Estamos todos conmocionados y enormemente entristecidos por la muerte de un querido miembro de nuestra familia. James Gandolfini era un hombre especial, poseedor de un gran talento, pero sobre todo una persona amable y dulce que trataba a todo el mundo con el mismo respeto, sin importarle su puesto o cargo. Nos conmovió a muchos a lo largo de los años con su humor, su cordialidad y su humildad. Nuestros corazones están a disposición de su mujer y de sus hijos en este terrible momento. Todos lo echaremos muchísimo de menos.

Aparte de sus antiguos compañeros de trabajo, muchos personas relevantes del mundo del espectáculo no han tardado en dar su pésame a través de las redes sociales. Una gran seguidora de Los Soprano es Bethany Consentino, más conocida por su seudónimo musical, Best Coast. En su cuenta de Instagram ya ha subido fotos lamentando la muerte de este gran hombre.

Como era de esperar, Twitter también ha visto reflejada la gran tristeza que ha producido la muerte del actor.

Nos ha dejado una persona que, a pesar de sus aparentes limitaciones, supo dejar una profunda huella en nuestra cultura popular a la vez que en su vida personal, algo al alcance de muy pocos. Puede que James Gandolfini no haya sido un actor físicamente atractivo, pero su personalidad compensaba de sobra cualquier elemento que se puediera echar de menos a simple vista.
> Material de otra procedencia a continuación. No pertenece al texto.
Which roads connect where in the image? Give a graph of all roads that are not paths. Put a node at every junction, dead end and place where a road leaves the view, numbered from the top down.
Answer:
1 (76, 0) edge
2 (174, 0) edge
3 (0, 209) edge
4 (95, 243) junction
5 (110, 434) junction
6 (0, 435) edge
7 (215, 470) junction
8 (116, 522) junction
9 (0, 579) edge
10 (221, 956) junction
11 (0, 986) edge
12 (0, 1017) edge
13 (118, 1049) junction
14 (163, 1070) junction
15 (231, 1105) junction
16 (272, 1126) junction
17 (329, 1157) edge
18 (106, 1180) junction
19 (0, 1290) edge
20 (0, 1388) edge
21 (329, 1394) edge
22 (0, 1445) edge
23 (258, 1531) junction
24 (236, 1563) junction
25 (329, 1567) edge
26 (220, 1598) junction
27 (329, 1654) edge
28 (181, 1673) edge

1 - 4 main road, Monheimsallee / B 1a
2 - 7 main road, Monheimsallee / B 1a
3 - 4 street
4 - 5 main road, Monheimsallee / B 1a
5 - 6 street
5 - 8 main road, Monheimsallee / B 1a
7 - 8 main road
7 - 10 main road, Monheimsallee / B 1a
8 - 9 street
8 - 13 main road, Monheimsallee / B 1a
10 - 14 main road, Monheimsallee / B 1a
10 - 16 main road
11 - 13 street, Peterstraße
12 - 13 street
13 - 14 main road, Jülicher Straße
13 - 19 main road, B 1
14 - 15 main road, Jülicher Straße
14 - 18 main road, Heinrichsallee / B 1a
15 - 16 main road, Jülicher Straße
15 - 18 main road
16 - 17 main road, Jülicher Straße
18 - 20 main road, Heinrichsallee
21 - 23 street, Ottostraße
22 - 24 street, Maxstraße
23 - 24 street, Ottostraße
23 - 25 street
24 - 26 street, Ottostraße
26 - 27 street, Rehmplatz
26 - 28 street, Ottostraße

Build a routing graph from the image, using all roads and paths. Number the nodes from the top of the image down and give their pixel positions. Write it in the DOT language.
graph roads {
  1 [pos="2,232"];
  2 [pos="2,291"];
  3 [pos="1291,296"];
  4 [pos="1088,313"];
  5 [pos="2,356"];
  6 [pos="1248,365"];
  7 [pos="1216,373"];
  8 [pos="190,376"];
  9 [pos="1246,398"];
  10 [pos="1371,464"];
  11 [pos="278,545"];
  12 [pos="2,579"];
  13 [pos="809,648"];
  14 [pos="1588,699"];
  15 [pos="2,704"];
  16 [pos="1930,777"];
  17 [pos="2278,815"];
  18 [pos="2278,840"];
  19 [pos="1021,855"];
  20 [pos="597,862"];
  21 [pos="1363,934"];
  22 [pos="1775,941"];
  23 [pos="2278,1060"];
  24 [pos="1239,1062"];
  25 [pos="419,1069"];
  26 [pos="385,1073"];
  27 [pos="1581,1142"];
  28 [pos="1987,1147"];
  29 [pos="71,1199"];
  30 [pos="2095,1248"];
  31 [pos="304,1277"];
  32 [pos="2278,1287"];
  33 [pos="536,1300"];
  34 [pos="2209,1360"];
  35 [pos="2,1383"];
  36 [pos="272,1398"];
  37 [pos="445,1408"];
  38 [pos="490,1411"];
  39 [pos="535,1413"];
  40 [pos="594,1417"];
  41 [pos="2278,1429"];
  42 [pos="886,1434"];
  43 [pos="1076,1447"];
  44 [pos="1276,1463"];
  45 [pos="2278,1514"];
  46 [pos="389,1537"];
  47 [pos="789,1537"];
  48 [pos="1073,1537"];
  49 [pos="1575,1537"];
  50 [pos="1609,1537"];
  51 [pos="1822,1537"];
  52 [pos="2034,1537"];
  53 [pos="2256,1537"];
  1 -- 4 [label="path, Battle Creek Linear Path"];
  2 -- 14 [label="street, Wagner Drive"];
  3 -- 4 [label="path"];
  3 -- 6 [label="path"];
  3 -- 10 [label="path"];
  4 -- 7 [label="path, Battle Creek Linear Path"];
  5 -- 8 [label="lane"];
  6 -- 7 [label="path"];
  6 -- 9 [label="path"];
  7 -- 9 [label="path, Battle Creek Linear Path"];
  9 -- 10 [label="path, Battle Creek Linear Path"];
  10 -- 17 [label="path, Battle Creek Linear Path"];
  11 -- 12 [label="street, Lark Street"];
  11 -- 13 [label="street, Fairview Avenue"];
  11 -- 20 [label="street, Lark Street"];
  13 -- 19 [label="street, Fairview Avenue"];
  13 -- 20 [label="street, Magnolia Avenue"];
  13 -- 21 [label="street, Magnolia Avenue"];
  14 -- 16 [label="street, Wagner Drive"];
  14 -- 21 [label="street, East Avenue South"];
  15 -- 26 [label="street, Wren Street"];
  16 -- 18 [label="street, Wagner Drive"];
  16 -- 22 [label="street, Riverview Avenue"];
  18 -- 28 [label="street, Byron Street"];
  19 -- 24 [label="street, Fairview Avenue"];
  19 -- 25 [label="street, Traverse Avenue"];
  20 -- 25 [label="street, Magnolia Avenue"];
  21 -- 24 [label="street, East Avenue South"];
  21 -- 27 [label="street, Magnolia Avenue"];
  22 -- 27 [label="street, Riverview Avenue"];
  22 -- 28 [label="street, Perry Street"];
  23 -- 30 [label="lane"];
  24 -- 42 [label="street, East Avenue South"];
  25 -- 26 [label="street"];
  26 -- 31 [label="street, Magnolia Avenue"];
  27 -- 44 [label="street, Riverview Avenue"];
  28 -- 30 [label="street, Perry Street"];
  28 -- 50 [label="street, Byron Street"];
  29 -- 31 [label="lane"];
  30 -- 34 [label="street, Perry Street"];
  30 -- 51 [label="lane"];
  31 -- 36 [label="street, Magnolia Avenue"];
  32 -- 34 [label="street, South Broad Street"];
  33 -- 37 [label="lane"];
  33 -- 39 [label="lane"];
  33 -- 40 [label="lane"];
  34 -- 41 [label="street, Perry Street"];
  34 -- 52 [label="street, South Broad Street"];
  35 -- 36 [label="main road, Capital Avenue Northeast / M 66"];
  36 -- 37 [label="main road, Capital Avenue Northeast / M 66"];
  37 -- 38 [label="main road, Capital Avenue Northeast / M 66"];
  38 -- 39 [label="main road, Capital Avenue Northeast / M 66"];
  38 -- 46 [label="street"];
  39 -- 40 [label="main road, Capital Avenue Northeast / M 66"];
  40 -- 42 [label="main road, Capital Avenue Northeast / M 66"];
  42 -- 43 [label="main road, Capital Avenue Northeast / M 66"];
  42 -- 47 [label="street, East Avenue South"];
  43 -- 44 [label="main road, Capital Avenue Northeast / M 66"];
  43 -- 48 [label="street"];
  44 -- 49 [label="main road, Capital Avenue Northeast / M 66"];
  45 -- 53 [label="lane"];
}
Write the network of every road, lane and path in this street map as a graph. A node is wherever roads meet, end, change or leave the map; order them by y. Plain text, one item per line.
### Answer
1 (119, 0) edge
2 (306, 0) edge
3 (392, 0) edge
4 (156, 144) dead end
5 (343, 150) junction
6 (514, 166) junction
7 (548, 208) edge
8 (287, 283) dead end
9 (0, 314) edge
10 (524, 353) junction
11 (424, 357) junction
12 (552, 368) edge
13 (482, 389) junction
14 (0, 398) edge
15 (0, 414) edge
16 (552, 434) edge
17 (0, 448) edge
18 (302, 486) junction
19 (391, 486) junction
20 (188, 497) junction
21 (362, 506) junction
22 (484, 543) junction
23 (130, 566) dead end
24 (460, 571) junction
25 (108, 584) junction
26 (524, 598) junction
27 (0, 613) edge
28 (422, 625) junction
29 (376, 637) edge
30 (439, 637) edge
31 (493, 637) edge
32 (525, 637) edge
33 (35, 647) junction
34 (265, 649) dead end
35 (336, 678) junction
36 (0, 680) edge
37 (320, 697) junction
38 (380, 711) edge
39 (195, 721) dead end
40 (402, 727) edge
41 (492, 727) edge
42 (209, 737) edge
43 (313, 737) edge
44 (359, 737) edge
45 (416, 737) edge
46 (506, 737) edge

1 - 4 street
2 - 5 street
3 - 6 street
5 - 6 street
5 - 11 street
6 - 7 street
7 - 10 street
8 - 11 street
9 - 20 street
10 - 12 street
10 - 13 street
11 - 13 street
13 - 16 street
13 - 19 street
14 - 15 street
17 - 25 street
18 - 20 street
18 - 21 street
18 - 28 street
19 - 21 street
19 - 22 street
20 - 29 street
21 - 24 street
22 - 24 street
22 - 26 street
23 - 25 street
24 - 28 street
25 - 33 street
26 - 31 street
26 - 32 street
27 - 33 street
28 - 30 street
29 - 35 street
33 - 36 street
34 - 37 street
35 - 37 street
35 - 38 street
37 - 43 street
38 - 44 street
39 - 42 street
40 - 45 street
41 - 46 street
Él nos enseñó que se podía llegar lejos si realmente se tiene el talento y se está dispuesto a realizar todos los esfuerzos necesarios. Nos ha dejado un tipo duro, pero con corazón, de los que ya prácticamente no existen hoy en día. Aunque sintamos que nos ha dejado antes de tiempo, su vida nos ha dejado un excelente ejemplo a seguir.